— Data records —

..........

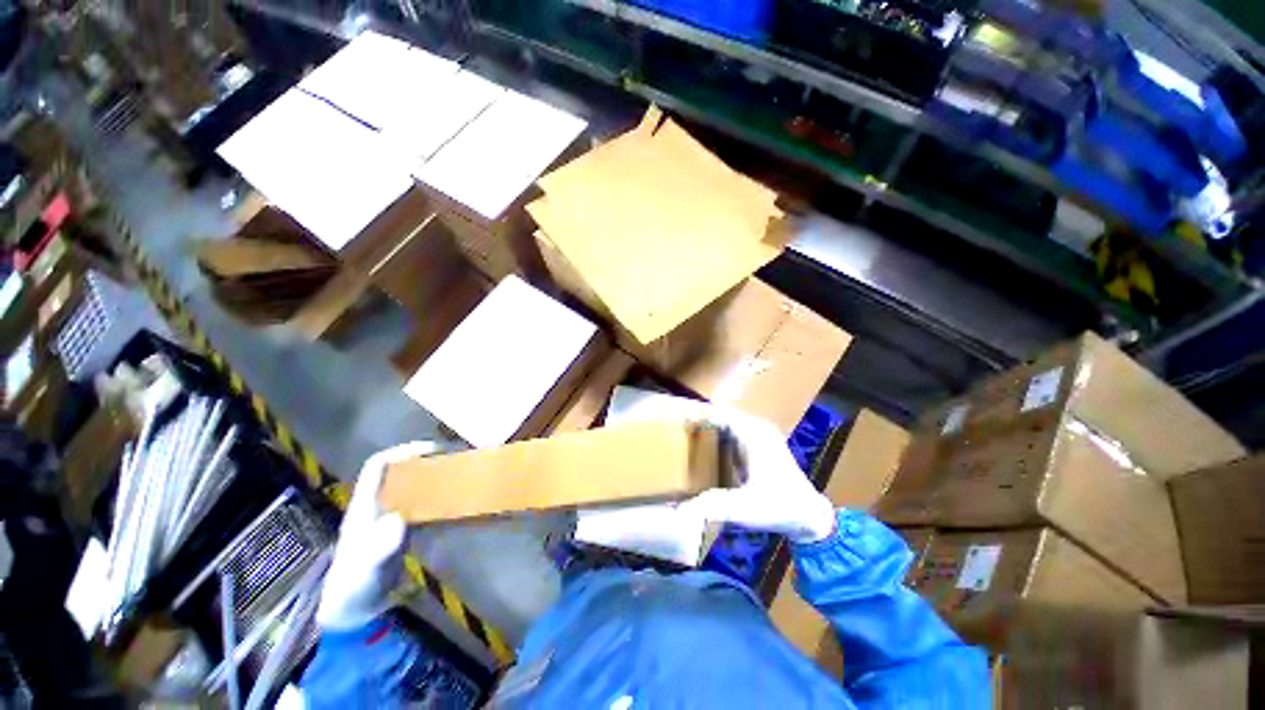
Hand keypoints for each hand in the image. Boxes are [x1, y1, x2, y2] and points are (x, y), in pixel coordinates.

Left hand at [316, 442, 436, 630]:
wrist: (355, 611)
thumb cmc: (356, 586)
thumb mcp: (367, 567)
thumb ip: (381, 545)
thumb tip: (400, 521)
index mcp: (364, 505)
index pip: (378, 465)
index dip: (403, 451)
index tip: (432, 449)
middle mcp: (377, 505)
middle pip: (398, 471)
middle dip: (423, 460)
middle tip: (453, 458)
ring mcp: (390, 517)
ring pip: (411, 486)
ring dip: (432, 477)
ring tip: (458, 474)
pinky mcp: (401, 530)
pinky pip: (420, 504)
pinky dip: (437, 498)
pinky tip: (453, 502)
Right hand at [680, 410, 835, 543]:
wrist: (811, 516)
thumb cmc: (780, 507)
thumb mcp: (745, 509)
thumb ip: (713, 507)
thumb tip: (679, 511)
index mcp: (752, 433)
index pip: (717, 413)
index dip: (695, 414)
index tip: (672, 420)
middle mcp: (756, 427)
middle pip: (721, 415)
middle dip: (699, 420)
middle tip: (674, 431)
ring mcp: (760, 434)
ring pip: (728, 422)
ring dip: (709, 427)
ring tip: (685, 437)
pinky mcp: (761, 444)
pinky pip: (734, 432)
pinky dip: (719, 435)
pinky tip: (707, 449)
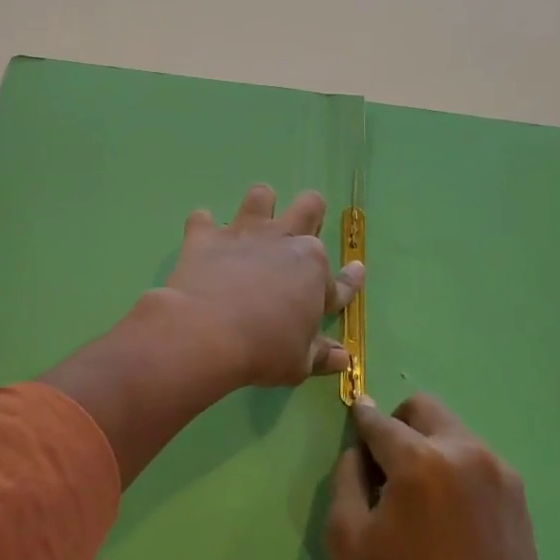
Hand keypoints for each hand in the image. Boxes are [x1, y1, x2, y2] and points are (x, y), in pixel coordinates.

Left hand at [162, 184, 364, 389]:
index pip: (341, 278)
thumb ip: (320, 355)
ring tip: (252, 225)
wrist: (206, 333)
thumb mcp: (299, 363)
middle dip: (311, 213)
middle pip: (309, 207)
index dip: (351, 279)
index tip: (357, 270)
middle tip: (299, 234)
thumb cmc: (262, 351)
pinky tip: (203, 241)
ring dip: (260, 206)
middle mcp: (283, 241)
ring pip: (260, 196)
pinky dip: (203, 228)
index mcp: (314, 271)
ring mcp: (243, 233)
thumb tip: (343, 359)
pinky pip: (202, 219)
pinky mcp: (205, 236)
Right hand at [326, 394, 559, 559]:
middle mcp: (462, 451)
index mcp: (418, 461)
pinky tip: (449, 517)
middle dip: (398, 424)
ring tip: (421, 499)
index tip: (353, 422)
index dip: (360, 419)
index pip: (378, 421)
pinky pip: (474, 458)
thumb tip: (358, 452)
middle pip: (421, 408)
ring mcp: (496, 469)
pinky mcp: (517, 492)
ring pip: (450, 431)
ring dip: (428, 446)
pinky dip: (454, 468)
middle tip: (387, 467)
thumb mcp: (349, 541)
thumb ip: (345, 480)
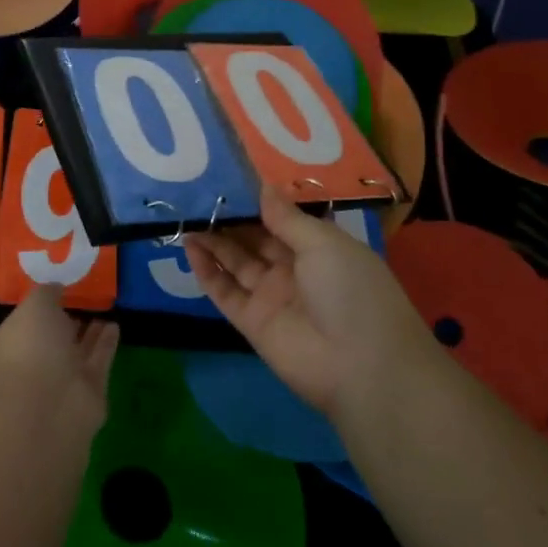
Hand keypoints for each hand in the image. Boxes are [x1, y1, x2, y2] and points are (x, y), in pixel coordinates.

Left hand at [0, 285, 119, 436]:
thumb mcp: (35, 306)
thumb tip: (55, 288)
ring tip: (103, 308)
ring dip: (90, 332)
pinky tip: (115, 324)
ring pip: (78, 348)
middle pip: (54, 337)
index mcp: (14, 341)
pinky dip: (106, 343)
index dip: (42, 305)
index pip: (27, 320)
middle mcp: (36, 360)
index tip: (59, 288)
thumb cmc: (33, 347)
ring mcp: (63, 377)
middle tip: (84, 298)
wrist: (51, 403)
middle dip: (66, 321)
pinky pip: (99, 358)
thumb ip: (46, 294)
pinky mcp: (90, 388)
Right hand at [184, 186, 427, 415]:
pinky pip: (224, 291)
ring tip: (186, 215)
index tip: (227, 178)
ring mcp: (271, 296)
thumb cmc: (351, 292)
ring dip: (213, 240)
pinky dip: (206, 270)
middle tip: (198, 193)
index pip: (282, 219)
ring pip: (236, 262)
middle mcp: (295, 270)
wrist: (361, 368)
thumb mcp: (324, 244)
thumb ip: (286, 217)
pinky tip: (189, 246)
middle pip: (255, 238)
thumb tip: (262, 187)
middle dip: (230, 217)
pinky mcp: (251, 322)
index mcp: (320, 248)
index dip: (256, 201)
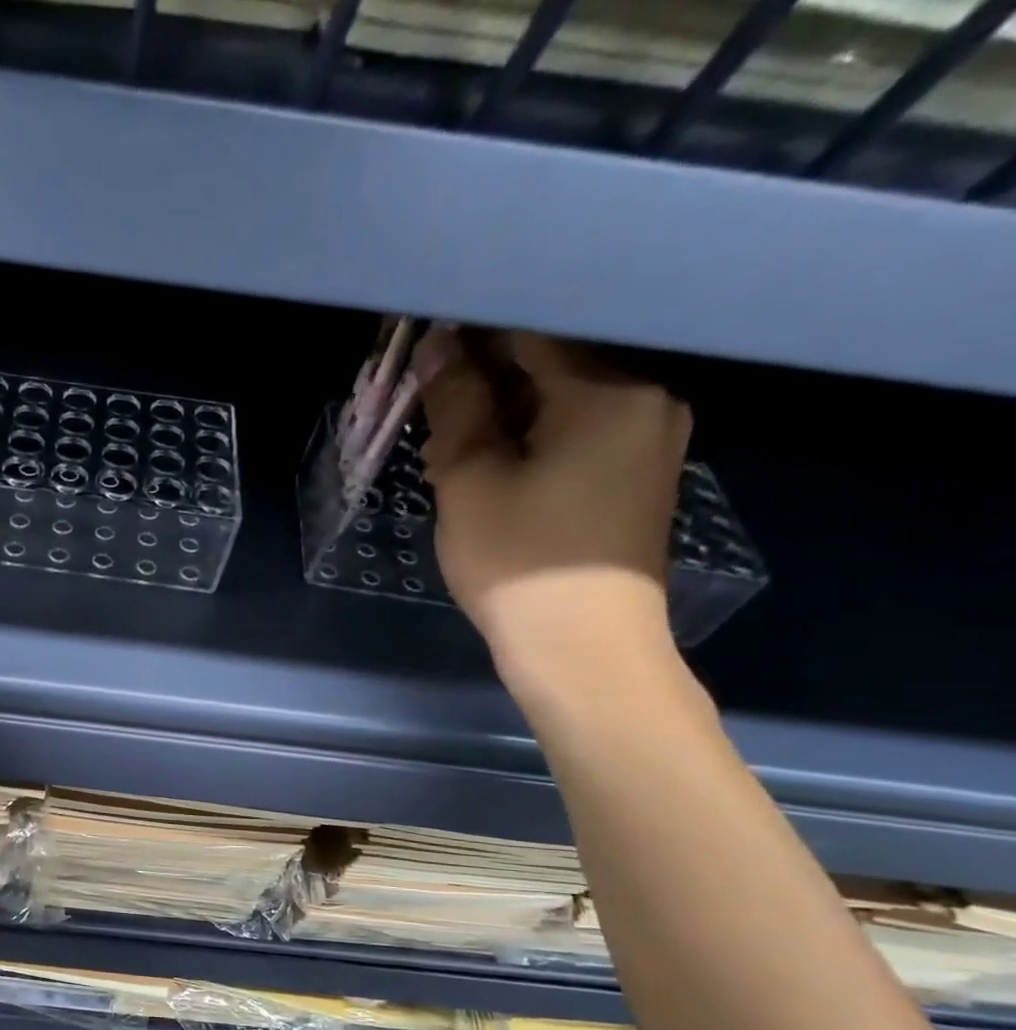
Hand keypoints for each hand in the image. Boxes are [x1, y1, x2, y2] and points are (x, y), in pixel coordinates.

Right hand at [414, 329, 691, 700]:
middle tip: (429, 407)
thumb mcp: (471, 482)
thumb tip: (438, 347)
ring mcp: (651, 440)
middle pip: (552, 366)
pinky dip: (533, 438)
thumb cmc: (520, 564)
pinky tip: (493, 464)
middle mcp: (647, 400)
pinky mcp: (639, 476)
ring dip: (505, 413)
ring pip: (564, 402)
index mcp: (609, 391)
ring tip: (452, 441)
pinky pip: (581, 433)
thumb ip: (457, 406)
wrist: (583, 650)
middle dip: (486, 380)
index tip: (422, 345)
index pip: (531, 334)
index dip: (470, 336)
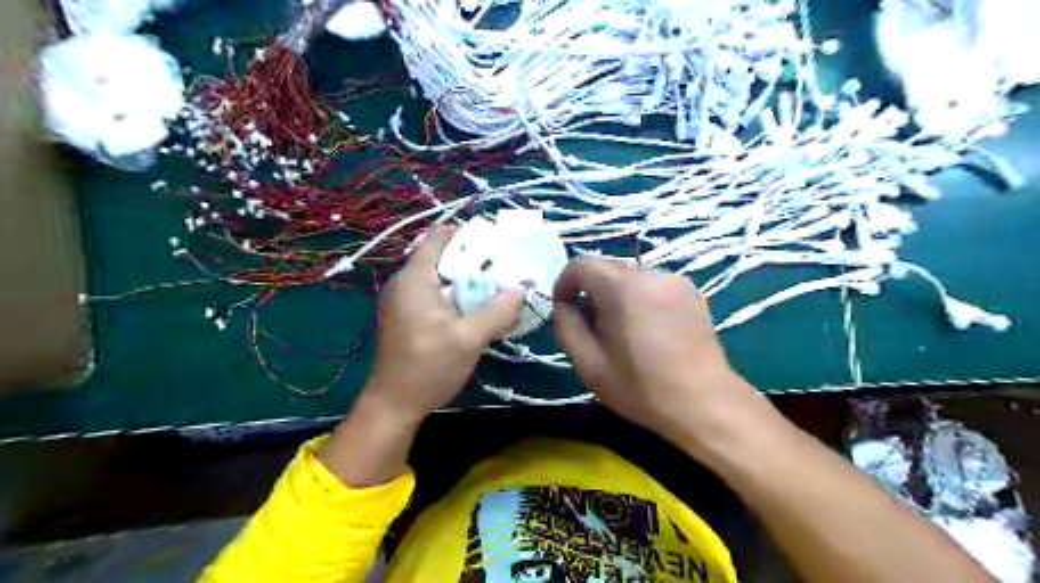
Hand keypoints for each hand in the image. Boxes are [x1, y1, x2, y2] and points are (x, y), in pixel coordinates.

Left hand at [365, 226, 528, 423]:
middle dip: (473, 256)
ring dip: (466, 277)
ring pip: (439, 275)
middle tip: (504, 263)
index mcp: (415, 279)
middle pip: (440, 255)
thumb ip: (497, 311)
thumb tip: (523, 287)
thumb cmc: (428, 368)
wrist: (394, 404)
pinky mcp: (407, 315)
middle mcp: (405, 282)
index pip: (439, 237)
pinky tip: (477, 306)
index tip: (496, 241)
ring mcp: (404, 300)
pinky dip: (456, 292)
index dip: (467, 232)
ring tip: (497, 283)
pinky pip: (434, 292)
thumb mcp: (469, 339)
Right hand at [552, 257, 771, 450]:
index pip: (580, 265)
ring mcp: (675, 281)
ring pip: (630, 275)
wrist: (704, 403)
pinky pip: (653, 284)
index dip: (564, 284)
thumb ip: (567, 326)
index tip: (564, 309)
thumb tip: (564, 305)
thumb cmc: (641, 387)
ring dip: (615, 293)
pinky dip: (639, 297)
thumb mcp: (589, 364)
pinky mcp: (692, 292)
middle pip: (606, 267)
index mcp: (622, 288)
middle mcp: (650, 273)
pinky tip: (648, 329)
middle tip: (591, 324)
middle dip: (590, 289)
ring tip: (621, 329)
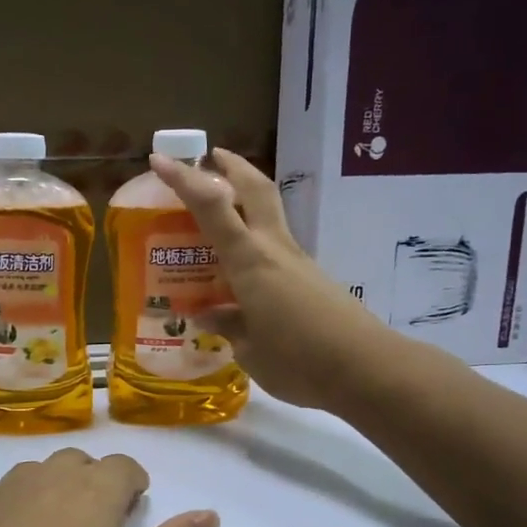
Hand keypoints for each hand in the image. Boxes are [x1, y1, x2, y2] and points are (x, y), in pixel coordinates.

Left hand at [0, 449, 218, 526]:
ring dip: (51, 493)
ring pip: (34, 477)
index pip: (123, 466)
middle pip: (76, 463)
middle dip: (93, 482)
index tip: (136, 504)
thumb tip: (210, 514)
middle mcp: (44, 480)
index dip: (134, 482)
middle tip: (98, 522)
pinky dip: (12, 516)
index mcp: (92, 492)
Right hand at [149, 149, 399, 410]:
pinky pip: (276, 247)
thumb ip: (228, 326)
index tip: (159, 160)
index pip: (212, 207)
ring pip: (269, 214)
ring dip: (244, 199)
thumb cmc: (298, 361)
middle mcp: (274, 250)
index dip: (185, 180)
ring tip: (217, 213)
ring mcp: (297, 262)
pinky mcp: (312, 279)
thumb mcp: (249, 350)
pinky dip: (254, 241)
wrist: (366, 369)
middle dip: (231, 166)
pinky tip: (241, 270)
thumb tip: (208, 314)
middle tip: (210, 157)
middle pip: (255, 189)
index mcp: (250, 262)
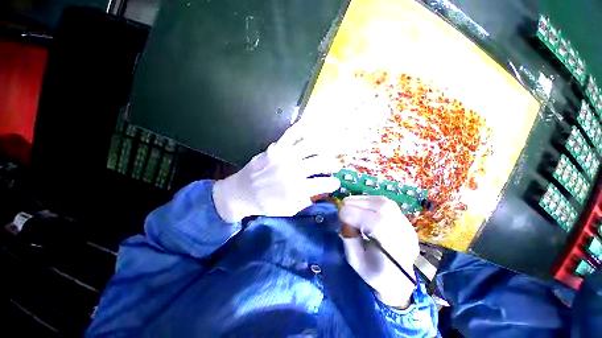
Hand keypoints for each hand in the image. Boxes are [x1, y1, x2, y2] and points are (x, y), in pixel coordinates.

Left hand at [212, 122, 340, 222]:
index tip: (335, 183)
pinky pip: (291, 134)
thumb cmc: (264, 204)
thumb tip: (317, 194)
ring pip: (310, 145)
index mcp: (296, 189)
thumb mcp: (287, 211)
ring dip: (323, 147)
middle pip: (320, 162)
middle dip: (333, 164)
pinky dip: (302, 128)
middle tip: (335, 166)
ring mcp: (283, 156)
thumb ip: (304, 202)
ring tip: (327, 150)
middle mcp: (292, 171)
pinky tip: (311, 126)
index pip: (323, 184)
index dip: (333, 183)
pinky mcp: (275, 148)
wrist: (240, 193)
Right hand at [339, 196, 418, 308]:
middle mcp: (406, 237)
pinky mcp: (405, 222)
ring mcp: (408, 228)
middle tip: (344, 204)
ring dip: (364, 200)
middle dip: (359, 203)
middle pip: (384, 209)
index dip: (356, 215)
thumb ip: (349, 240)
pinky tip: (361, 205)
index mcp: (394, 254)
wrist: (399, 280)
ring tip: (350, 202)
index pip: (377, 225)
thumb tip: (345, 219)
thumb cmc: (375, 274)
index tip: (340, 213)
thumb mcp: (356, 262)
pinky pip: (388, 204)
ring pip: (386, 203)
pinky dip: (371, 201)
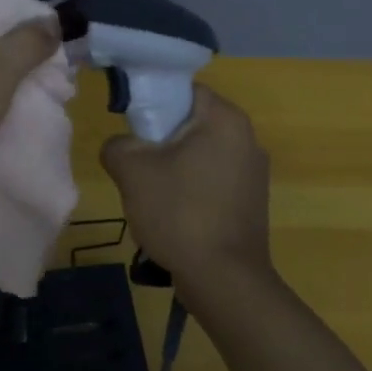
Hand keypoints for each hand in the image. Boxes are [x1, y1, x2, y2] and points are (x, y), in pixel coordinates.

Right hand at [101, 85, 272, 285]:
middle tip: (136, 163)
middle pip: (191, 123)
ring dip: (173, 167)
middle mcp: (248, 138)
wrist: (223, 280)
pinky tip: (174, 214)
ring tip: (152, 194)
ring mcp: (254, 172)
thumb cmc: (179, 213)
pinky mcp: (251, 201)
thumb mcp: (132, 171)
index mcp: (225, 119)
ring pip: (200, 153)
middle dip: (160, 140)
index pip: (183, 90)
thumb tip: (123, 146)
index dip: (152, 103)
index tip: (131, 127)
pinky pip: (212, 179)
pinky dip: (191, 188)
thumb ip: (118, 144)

..........

— Your instructions —
Beginning at the line with "thumb cmc: (428, 368)" and stopping after the line with "thumb tip: (564, 305)", please write out every line of the data above exactly and nothing else.

— Written reply —
thumb cmc: (428, 368)
wrist: (394, 404)
pinky mcp: (407, 315)
middle mcp: (405, 282)
index pip: (439, 237)
pinky tip: (477, 306)
index tip: (496, 241)
ring mcp: (404, 300)
pinky dip: (456, 292)
index dip: (467, 232)
ring tip: (497, 283)
pinky pip: (434, 292)
thumb mcp: (469, 339)
Right hand at [552, 257, 771, 450]:
index pip: (580, 265)
ring mcp: (675, 281)
ring pip: (630, 275)
wrist: (704, 403)
pinky pip: (653, 284)
index dip: (564, 284)
thumb ip: (567, 326)
index tip: (564, 309)
thumb tip: (564, 305)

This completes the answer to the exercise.